I have a little over ten years of Elixir (some Erlang) and BEAM experience in business environments, alongside a long career in software development, technical architecture, systems integration, and IT leadership. As Director of Information Technology, I lead IT strategy across a global organization of 28 offices, with responsibility for teams, systems, budgets, delivery, security, and operational reliability.
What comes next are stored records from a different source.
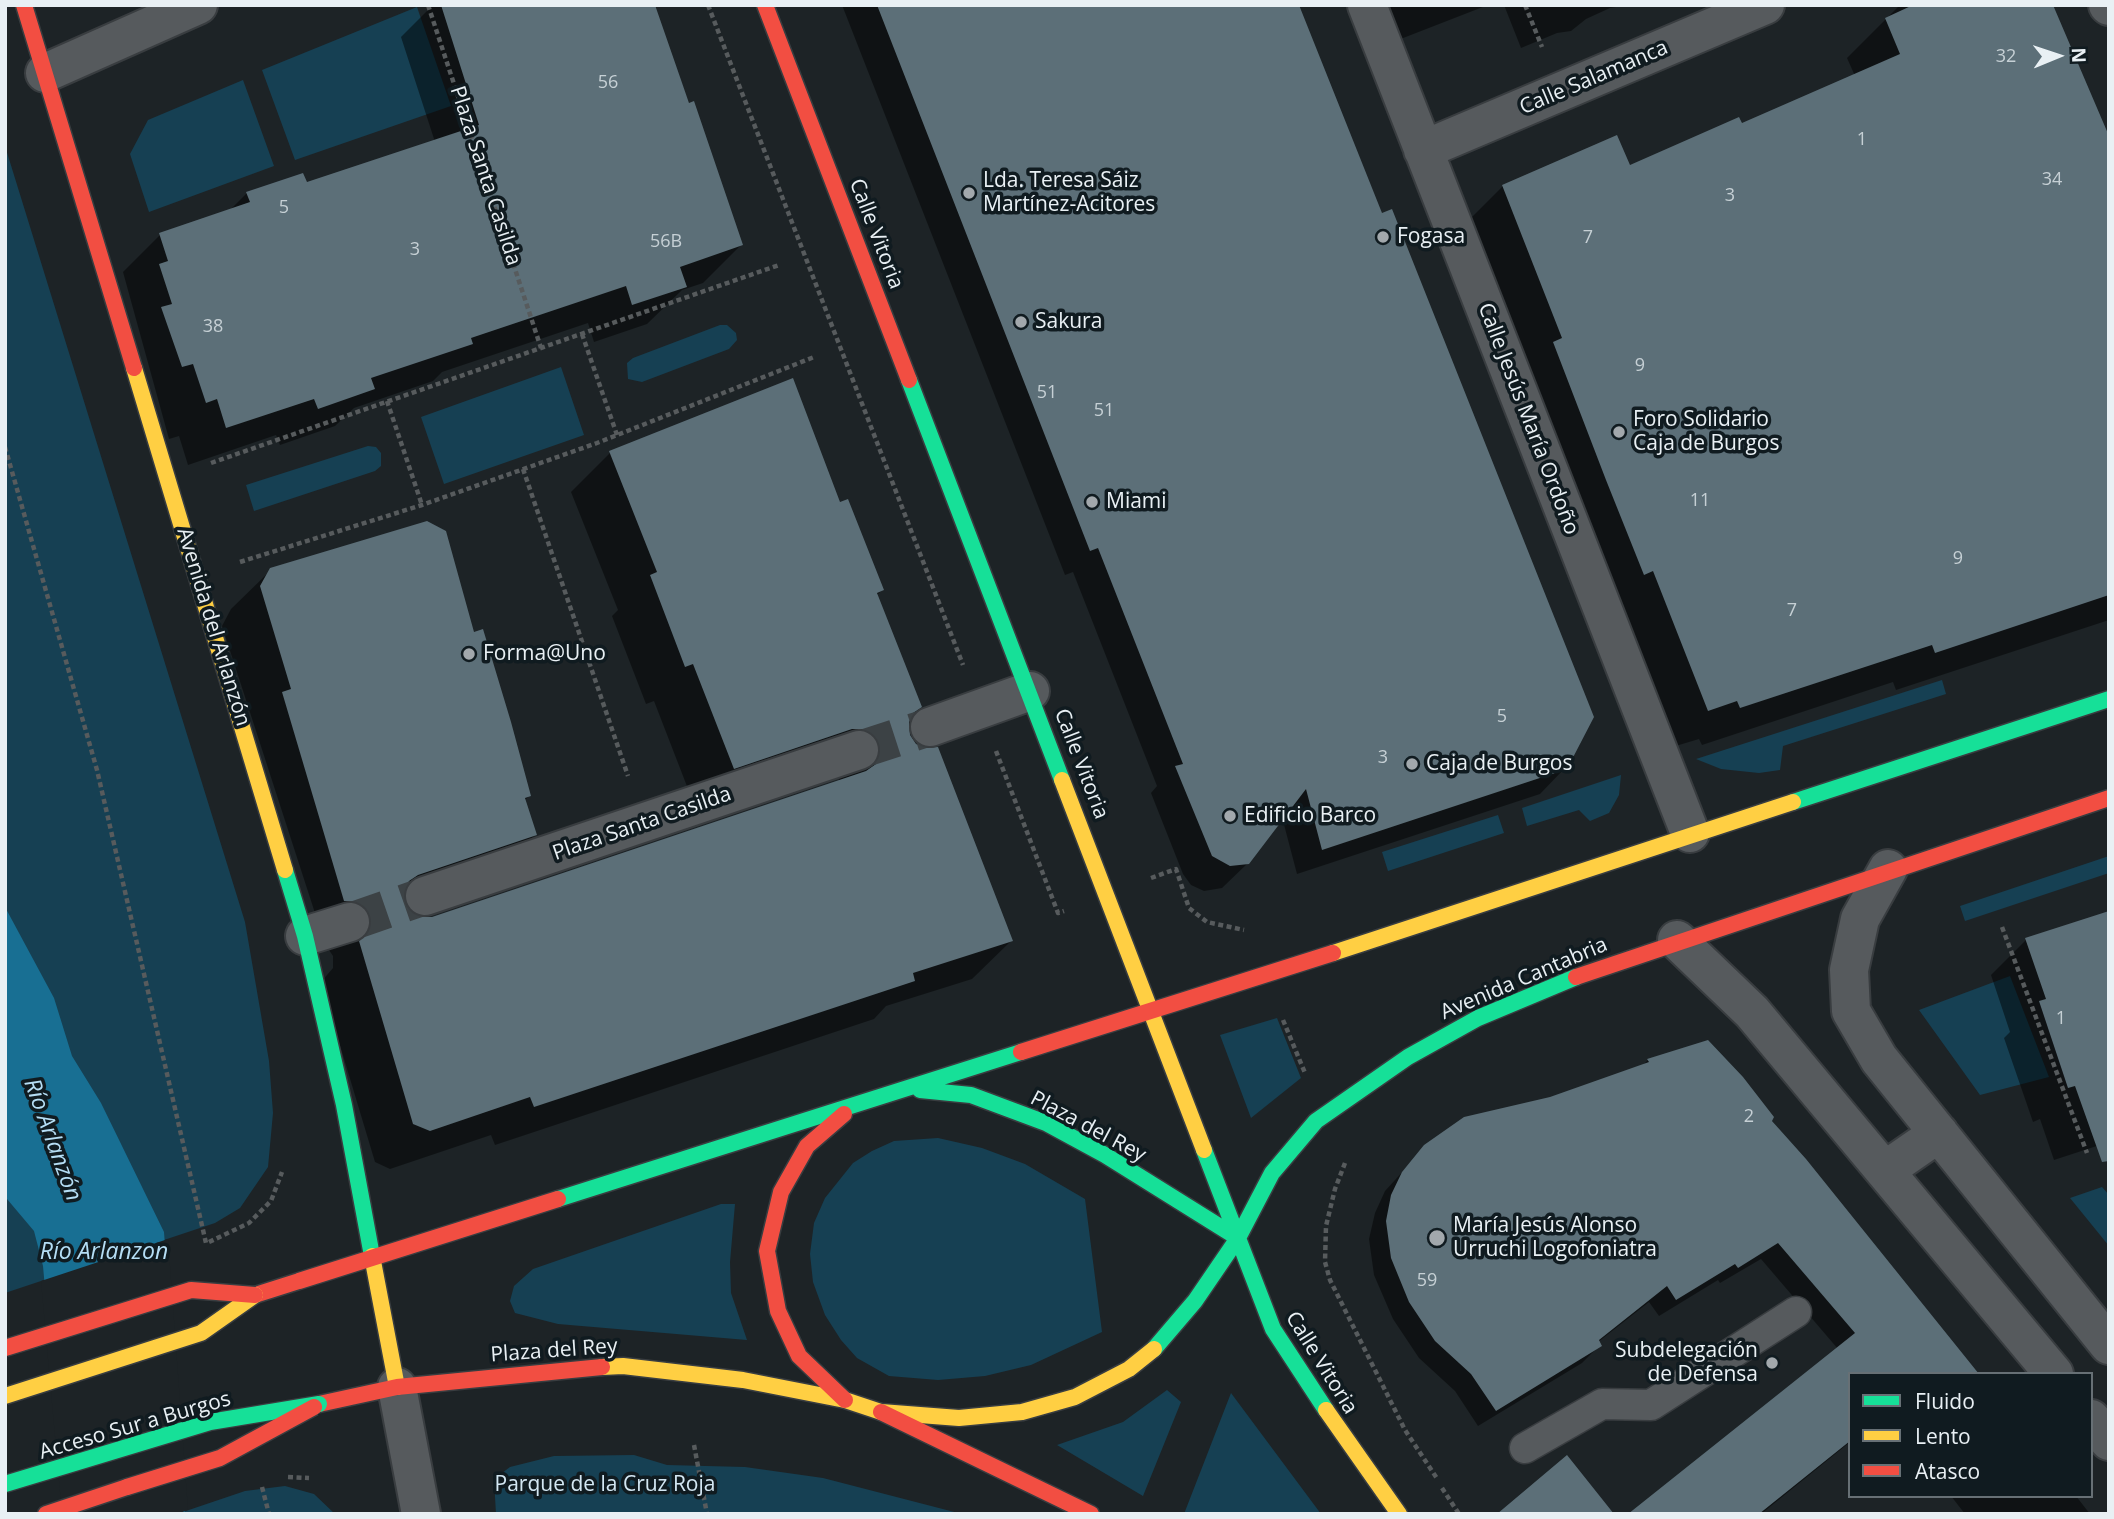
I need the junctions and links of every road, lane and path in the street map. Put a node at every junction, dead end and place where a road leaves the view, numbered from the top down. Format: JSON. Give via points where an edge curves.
{"nodes":[{"id":1,"x":24,"y":5,"type":"edge"},
{"id":2,"x":198,"y":5,"type":"edge"},
{"id":3,"x":428,"y":5,"type":"edge"},
{"id":4,"x":765,"y":5,"type":"edge"},
{"id":5,"x":1367,"y":5,"type":"edge"},
{"id":6,"x":1525,"y":5,"type":"edge"},
{"id":7,"x":1765,"y":5,"type":"edge"},
{"id":8,"x":1542,"y":47,"type":"dead end"},
{"id":9,"x":45,"y":73,"type":"junction"},
{"id":10,"x":1423,"y":150,"type":"junction"},
{"id":11,"x":779,"y":265,"type":"dead end"},
{"id":12,"x":582,"y":334,"type":"junction"},
{"id":13,"x":541,"y":348,"type":"junction"},
{"id":14,"x":814,"y":357,"type":"dead end"},
{"id":15,"x":387,"y":401,"type":"junction"},
{"id":16,"x":617,"y":435,"type":"junction"},
{"id":17,"x":5,"y":447,"type":"edge"},
{"id":18,"x":207,"y":464,"type":"dead end"},
{"id":19,"x":523,"y":469,"type":"junction"},
{"id":20,"x":422,"y":505,"type":"junction"},
{"id":21,"x":236,"y":564,"type":"dead end"},
{"id":22,"x":1030,"y":691,"type":"junction"},
{"id":23,"x":2109,"y":699,"type":"edge"},
{"id":24,"x":930,"y":727,"type":"tunnel mouth"},
{"id":25,"x":859,"y":750,"type":"tunnel mouth"},
{"id":26,"x":2109,"y":798,"type":"edge"},
{"id":27,"x":644,"y":823,"type":"junction"},
{"id":28,"x":1690,"y":833,"type":"junction"},
{"id":29,"x":1888,"y":869,"type":"junction"},
{"id":30,"x":425,"y":897,"type":"tunnel mouth"},
{"id":31,"x":350,"y":922,"type":"tunnel mouth"},
{"id":32,"x":2002,"y":927,"type":"dead end"},
{"id":33,"x":305,"y":936,"type":"junction"},
{"id":34,"x":1677,"y":940,"type":"junction"},
{"id":35,"x":1152,"y":1010,"type":"junction"},
{"id":36,"x":906,"y":1088,"type":"junction"},
{"id":37,"x":857,"y":1104,"type":"junction"},
{"id":38,"x":1939,"y":1133,"type":"junction"},
{"id":39,"x":2087,"y":1153,"type":"dead end"},
{"id":40,"x":1887,"y":1170,"type":"junction"},
{"id":41,"x":1238,"y":1238,"type":"junction"},
{"id":42,"x":373,"y":1256,"type":"junction"},
{"id":43,"x":209,"y":1257,"type":"dead end"},
{"id":44,"x":255,"y":1295,"type":"junction"},
{"id":45,"x":1796,"y":1311,"type":"dead end"},
{"id":46,"x":2102,"y":1336,"type":"edge"},
{"id":47,"x":5,"y":1348,"type":"edge"},
{"id":48,"x":2050,"y":1369,"type":"edge"},
{"id":49,"x":397,"y":1387,"type":"junction"},
{"id":50,"x":5,"y":1396,"type":"edge"},
{"id":51,"x":845,"y":1400,"type":"junction"},
{"id":52,"x":319,"y":1404,"type":"junction"},
{"id":53,"x":881,"y":1412,"type":"junction"},
{"id":54,"x":2093,"y":1421,"type":"edge"},
{"id":55,"x":2109,"y":1441,"type":"edge"},
{"id":56,"x":694,"y":1445,"type":"dead end"},
{"id":57,"x":1525,"y":1448,"type":"dead end"},
{"id":58,"x":259,"y":1473,"type":"dead end"},
{"id":59,"x":5,"y":1484,"type":"edge"},
{"id":60,"x":46,"y":1514,"type":"edge"},
{"id":61,"x":269,"y":1514,"type":"edge"},
{"id":62,"x":421,"y":1514,"type":"edge"},
{"id":63,"x":707,"y":1514,"type":"edge"},
{"id":64,"x":1091,"y":1514,"type":"edge"},
{"id":65,"x":1399,"y":1514,"type":"edge"}],
"edges":[{"from":1,"to":9,"type":"main road","name":"Avenida del Arlanzón"},
{"from":2,"to":9,"type":"street"},
{"from":3,"to":13,"type":"path","name":"Plaza Santa Casilda"},
{"from":4,"to":22,"type":"main road","name":"Calle Vitoria"},
{"from":5,"to":10,"type":"street","name":"Calle Jesús María Ordoño"},
{"from":6,"to":8,"type":"path"},
{"from":7,"to":10,"type":"street","name":"Calle Salamanca"},
{"from":9,"to":33,"type":"main road","name":"Avenida del Arlanzón"},
{"from":10,"to":28,"type":"street","name":"Calle Jesús María Ordoño"},
{"from":11,"to":12,"type":"path"},
{"from":12,"to":13,"type":"path"},
{"from":12,"to":16,"type":"path"},
{"from":13,"to":15,"type":"path"},
{"from":14,"to":16,"type":"path"},
{"from":15,"to":18,"type":"path"},
{"from":15,"to":20,"type":"path"},
{"from":16,"to":19,"type":"path"},
{"from":17,"to":43,"type":"path","via":[[97,770]]},
{"from":19,"to":20,"type":"path"},
{"from":19,"to":27,"type":"path"},
{"from":20,"to":21,"type":"path"},
{"from":22,"to":24,"type":"street"},
{"from":22,"to":35,"type":"main road","name":"Calle Vitoria"},
{"from":23,"to":28,"type":"main road"},
{"from":25,"to":27,"type":"street","name":"Plaza Santa Casilda"},
{"from":26,"to":29,"type":"main road","name":"Avenida Cantabria"},
{"from":27,"to":30,"type":"street","name":"Plaza Santa Casilda"},
{"from":28,"to":35,"type":"main road"},
{"from":29,"to":34,"type":"main road","name":"Avenida Cantabria"},
{"from":29,"to":38,"type":"street","via":[[1860,919],[1849,970],[1851,1011],[1879,1059]]},
{"from":31,"to":33,"type":"street"},
{"from":32,"to":39,"type":"path"},
{"from":33,"to":42,"type":"main road","name":"Avenida del Arlanzón"},
{"from":34,"to":40,"type":"street","via":[[1752,1012]]},
{"from":34,"to":41,"type":"main road","name":"Avenida Cantabria","via":[[1478,1018],[1363,1087],[1316,1121],[1272,1173]]},
{"from":35,"to":36,"type":"main road","name":"Plaza del Rey"},
{"from":35,"to":41,"type":"main road","name":"Calle Vitoria"},
{"from":36,"to":37,"type":"main road","name":"Plaza del Rey"},
{"from":36,"to":41,"type":"main road","name":"Plaza del Rey","via":[[971,1095],[1046,1124]]},
{"from":37,"to":42,"type":"main road","name":"Plaza del Rey"},
{"from":37,"to":51,"type":"main road","name":"Plaza del Rey","via":[[807,1146],[781,1192],[767,1251],[778,1311],[799,1356]]},
{"from":38,"to":40,"type":"street"},
{"from":38,"to":46,"type":"street"},
{"from":40,"to":48,"type":"street"},
{"from":41,"to":53,"type":"main road","name":"Avenida Cantabria","via":[[1195,1301],[1153,1350],[1129,1369],[1074,1397],[1021,1412],[959,1418]]},
{"from":41,"to":65,"type":"main road","name":"Calle Vitoria","via":[[1289,1358]]},
{"from":42,"to":44,"type":"main road","name":"Plaza del Rey"},
{"from":42,"to":49,"type":"main road"},
{"from":44,"to":47,"type":"main road","bridge":true,"via":[[191,1290]]},
{"from":44,"to":50,"type":"main road","bridge":true,"via":[[201,1333]]},
{"from":45,"to":57,"type":"lane","via":[[1651,1405],[1602,1404]]},
{"from":46,"to":48,"type":"street"},
{"from":49,"to":51,"type":"main road","name":"Plaza del Rey","via":[[623,1366],[743,1380]]},
{"from":49,"to":52,"type":"main road"},
{"from":49,"to":62,"type":"street"},
{"from":51,"to":53,"type":"main road","name":"Plaza del Rey"},
{"from":52,"to":59,"type":"main road","name":"Acceso Sur a Burgos","bridge":true,"via":[[210,1422]]},
{"from":52,"to":60,"type":"main road","bridge":true,"via":[[220,1458]]},
{"from":53,"to":64,"type":"main road"},
{"from":54,"to":55,"type":"street"},
{"from":56,"to":63,"type":"path"},
{"from":58,"to":61,"type":"path"}]}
That experience shapes my view of the BEAM ecosystem. Adoption requires more than technical strength. Organizations need to understand the value, manage the risks, build internal capability, and see a credible path to long-term success.
Why vote for him?
The BEAM is strong where many businesses need strength: reliability, concurrency, fault tolerance, maintainability, and operational resilience. I would like to help the EEF communicate these strengths and support the ecosystem in ways that hopefully would make adoption easier for companies and teams. I bring practical business experience, technical judgment, and an understanding of how technology decisions are made inside organizations.
Alistair Woodman
outgoing board member and current president
High-tech plumber. I have been working in the networking space since the 1980s. Product management jobs at Apple and Cisco kept him busy for over 20 years. For the last 10+ years he has been an angel investor, startup entrepreneur, as well as providing business development support for several open-source projects. His relationship to the BEAM community started over 15 years after getting to know the team at Tail-f. He is a board member of the Erlang Ecosystem Foundation.
Why vote for him ?
I’m happy to help the community. I have connections to many open source projects and standards bodies and I have experience with not-for-profit as well as for-profit companies; their boards; and the process and bureaucracy associated with running such companies.
Since I first became aware of EU Cyber Resilience Act (CRA) in late 2022, I have been working to strengthen the BEAM community access to security related funding and regulatory access. Over the last two years we have made great progress with becoming a CNA and setting up the Ægis project. The ‘fun’ has however only just started and the advent of AI identified and exploitable security vulnerabilities will require even more infrastructure and funding.